Walaupun sudah sore tapi sinar matahari masih menyengat. Payung abu-abu pun siap menghadang sengatannya.  Ootd-ku di sore itu adalah t-shirt batik, rok lipit (duh, apa ya nama bahannya itu?), sendal jepit,tas ransel di belakang, anak dengan bobot 10,5 kg digendong di bagian depan, tangan kanan memegang payung. Oh iya, bedak tipis dan lipstik ala kadarnya juga. Kamipun siap berjalan kaki menempuh 300 meter menuju jalan raya. Lumayan (mencucurkan keringat) lah perjalanannya.

Dari jauh sudah terlihat angkot merah ngetem. Kamipun naik sambil memohon dalam hati, “Tuhan, semoga supirnya bukan supir yang “sundat jadi pembalap”. Syukurlah angkotnya berjalan dengan smooth.

Rute angkot merah ini tidak melewati venue natal yang kami tuju. Jadi kami turun di simpang untuk selanjutnya naik Ada beberapa becak yang mangkal di simpang jalan tersebut. Sebenarnya bisa naik angkot tapi pada saat itu tidak ada angkot yang sedang ngetem. Sudah lewat pukul 16.00. “Naik becak sajalah biar cepat’, pikirku.

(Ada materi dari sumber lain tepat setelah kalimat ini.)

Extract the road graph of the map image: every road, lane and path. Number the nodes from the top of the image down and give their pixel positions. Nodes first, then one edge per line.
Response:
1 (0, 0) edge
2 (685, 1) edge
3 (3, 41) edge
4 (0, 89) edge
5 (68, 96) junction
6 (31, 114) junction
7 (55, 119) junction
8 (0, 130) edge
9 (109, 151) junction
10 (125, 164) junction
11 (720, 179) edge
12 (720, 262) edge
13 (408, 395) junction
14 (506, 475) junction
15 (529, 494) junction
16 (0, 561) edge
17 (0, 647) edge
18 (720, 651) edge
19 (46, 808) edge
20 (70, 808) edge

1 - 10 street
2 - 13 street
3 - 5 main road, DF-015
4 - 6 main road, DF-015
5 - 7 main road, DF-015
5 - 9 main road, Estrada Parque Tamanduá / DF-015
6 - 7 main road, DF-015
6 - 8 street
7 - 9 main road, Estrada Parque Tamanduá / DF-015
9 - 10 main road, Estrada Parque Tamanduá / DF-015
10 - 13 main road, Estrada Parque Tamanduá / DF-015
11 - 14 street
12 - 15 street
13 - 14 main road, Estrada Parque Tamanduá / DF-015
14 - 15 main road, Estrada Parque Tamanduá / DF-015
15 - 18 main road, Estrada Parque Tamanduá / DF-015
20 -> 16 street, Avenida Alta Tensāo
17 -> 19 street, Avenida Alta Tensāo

Becakpun meluncur kencang ke tempat tujuan. Sempat berkenalan dengan abang becaknya. Ternyata semarga. Jadi selanjutnya aku memanggil dia-ito. Kusempatkan mengganti baju Etha dengan baju barunya walaupun sambil bergoncangan di dalam becak. Biar nanti sesampainya disana kami bisa langsung ikut ibadah.
    
“Eh..eh..lewat ito, itu tadi simpangnya”, aku teriak. Ito tukang becak pun memutar balik becaknya.

Ternyata musim gali-mengali selokan tidak hanya terjadi di jalan-jalan utama kota ini saja. Persis di simpang gang menuju tempat natal juga sedang ada penggalian selokan. Suara bor memekakan telinga. Ada lubang besar bekas galian sehingga becak tidak bisa masuk ke dalam gang. Akhirnya aku terpaksa melompat . Untung selamat sampai ke seberang.

Rumah tempat ibadah natal sudah terlihat. Tapi ada yang aneh. Tidak ada terdengar suara riuh anak-anak. Tumpukan sandal di teras rumah juga nihil. Gerbang tertutup.

Aku lemas…

Jangan-jangan?

Aku tetap masuk. Kubuka gerbang yang memang hanya dikunci dengan engsel. Sontak Kak Nelly dan Kak Melati, kakak yang biasanya mengajar anak-anak, keluar. Dengan wajah heran dan sedikit senyuman mereka menyambutku.

"Kak, natalnya bukan hari ini ya"?, tanyaku dengan suara lirih.
"Kemarin kak", Kak Melati menjawab sambil mendekatiku.

Kurasakan keringat mengucur deras di wajahku. Kulirik Etha yang terdiam memandang ruangan yang sepi. Mataku rasanya ingin mengeluarkan air tapi kutahan karena gengsi.

Maafkan mamak sayang. Entah bagaimana, jadwal natal yang seharusnya hari Selasa bisa tertukar menjadi Rabu di otak mamak.

I have missed her first noel this year.